Asia-Pacific Stocks Rally Broadly: Korea's KOSPI Surges Over 2%, Nikkei Gains 2%
Miles Bennett
Asia-Pacific equities rallied on July 10, with Korea's KOSPI gaining ~2.6% and the Nikkei 225 rising 2%, fueled by SK Hynix's $26.5 billion ADR listing — the coming earnings season will decide whether this bounce holds.
Who rallied the hardest across Asia-Pacific?
Korea's KOSPI briefly surged past 3% before settling at roughly 2.6%. The Nikkei 225 climbed 2%, at one point adding over 1,000 points intraday.
The MSCI Asia-Pacific index rose just 0.6% — far less than Korea or Japan. This means → the rally's energy is concentrated in semiconductor heavyweights, not a broad-based risk-on shift.
The backdrop: Wall Street tech stocks staged a strong rebound on Thursday; Asian markets picked up the baton on Friday after earlier-in-the-week AI skepticism.
SK Hynix raised $26.5 billion — why did that lift all of Korea?
SK Hynix completed a $26.5 billion American Depositary Receipt offering. The proceeds will fund its expanding capex in AI computing hardware.
In plain terms = SK Hynix went to the U.S. market and raised a massive war chest earmarked for AI memory-chip expansion — the market read that as a vote of confidence that AI hardware demand is still strong.
The ADR begins trading Friday on Nasdaq under "SKHYV," switching to "SKHY" on July 13. SK Hynix's Seoul shares briefly rose before slipping 0.1%; Samsung Electronics jumped over 4%, later paring to about 2.5%.
Bloomberg reports both SK Hynix and Samsung plan to increase domestic investment as part of a trillion-dollar Korean government-led industrial initiative.
AI stocks were just questioned — why are they bouncing back?
Chip stocks sold off sharply earlier this week on doubts about AI investment returns. Thursday's Wall Street tech rebound flipped sentiment; Asia followed on Friday.
This reflects a market that hasn't abandoned the AI thesis — it's searching for a new anchor between "spending" and "earning." The next anchor is earnings season.
LPL Financial's Jeff Buchbinder: "Investors should focus less on who's spending the most and more on who can generate quantifiable returns from those investments."
What does earnings season need to prove to sustain this rally?
Ameriprise's Anthony Saglimbene argues the next month hinges on results — "Companies can't just beat expectations. They need to show margins holding, guidance steady or better, and enough breadth in tech earnings growth to support valuations."

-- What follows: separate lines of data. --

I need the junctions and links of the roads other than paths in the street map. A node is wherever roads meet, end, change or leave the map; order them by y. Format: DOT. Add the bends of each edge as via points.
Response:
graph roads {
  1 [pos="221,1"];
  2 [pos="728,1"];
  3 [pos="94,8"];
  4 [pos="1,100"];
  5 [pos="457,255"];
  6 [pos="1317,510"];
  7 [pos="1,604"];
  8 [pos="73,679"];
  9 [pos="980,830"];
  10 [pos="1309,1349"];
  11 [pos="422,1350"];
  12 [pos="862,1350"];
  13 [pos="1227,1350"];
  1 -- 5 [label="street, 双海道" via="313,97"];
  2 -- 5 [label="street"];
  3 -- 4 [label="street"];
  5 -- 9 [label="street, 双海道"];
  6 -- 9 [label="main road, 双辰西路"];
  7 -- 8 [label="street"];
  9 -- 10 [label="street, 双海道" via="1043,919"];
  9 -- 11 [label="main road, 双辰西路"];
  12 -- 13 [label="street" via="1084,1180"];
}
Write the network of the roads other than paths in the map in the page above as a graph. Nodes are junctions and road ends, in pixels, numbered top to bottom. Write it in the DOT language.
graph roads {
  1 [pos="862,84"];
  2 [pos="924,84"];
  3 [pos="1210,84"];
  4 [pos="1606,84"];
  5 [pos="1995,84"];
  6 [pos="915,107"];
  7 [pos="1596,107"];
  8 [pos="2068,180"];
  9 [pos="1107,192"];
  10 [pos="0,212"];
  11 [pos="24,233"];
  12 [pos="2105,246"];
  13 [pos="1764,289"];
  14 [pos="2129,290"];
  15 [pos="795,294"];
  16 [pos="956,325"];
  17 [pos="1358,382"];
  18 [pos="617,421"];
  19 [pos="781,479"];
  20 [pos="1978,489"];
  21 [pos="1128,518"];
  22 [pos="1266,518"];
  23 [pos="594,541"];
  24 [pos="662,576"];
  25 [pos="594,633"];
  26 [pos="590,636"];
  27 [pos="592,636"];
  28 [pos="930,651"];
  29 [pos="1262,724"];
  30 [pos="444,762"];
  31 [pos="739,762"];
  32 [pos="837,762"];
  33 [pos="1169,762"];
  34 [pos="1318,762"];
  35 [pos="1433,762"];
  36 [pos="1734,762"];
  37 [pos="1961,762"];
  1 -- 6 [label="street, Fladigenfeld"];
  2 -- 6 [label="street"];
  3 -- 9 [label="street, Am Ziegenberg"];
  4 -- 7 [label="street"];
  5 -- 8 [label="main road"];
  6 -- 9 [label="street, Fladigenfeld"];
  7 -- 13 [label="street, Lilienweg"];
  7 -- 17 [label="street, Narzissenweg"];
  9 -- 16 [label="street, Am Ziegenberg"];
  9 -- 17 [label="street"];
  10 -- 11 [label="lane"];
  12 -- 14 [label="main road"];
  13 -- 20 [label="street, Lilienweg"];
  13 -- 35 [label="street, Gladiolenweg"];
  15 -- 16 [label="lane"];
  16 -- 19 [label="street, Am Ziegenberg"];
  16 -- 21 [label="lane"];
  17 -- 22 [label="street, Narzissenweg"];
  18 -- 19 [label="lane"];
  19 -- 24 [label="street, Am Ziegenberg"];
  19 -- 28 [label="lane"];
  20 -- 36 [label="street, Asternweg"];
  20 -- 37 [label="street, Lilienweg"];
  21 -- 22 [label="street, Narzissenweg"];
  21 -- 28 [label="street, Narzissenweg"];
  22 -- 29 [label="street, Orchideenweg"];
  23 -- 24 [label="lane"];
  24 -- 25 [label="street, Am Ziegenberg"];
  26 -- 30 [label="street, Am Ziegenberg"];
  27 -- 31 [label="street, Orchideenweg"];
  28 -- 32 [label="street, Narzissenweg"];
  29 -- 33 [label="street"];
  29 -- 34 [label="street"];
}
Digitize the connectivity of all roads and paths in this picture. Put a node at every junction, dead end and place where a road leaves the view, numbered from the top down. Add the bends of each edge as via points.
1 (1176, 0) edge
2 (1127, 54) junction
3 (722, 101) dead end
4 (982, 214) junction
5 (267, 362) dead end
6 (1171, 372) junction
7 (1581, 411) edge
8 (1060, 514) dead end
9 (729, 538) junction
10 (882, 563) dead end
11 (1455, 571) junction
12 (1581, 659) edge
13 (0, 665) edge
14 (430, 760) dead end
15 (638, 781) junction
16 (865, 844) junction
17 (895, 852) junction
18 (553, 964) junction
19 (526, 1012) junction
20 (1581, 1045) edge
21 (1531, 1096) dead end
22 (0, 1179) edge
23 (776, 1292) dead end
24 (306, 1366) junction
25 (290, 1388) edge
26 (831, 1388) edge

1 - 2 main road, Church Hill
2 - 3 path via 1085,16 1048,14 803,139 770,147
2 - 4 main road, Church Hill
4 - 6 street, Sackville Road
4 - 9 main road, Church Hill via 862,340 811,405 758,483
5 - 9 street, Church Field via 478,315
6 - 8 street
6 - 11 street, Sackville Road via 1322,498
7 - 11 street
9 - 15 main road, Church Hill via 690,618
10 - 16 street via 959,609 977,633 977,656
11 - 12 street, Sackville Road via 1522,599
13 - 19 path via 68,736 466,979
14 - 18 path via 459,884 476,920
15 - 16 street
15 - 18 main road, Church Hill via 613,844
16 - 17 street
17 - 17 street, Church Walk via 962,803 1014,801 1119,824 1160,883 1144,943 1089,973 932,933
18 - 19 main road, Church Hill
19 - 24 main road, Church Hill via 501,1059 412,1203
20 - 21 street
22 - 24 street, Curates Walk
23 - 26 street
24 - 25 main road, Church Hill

Bloomberg macro strategist Edward Harrison adds that Thursday's broad rally needs further confirmation — "not just from cyclical financials next week, but from overall earnings growth and cooperation on the inflation front."
This means → sentiment alone won't sustain the bounce. The market needs real profit data to build a floor under prices.
What are bonds and other assets signaling?
The U.S. 30-year Treasury auction posted the highest yield in nearly two decades, underscoring investor demand for higher compensation as bond supply keeps expanding. The 10-year yield fell 3 basis points to 4.55% on Thursday and held steady Friday.
Japan's Finance Minister Katayama Satsuki declined to comment on specific yield levels, stressing that monetary-policy tools are the BOJ's domain. Japanese government bond yields fell broadly: the 10-year to 2.830%, the 20-year to 3.795%, the 40-year to 3.965%.
On geopolitics, the U.S.–Iran airstrike exchange didn't spook markets — Brent crude dipped just 0.2% to $76.10/barrel. In plain terms = the market treated this round of U.S.–Iran friction as "another manageable escalation," not a systemic risk.
Any moves in currencies and crypto?
The Bloomberg Dollar Spot Index was flat. The euro traded at $1.1434, the yen strengthened to 162.09 per dollar, and the offshore yuan held at 6.7950 per dollar.
Bitcoin slipped 0.1% to $63,173.62; Ethereum fell 0.3% to $1,742.76. Spot gold was essentially unchanged.
This reflects a narrow rally: safe havens and crypto stayed quiet while equity flows concentrated in tech and semiconductor heavyweights — not a broad risk-appetite rotation.
Content is for reference only, not financial advice.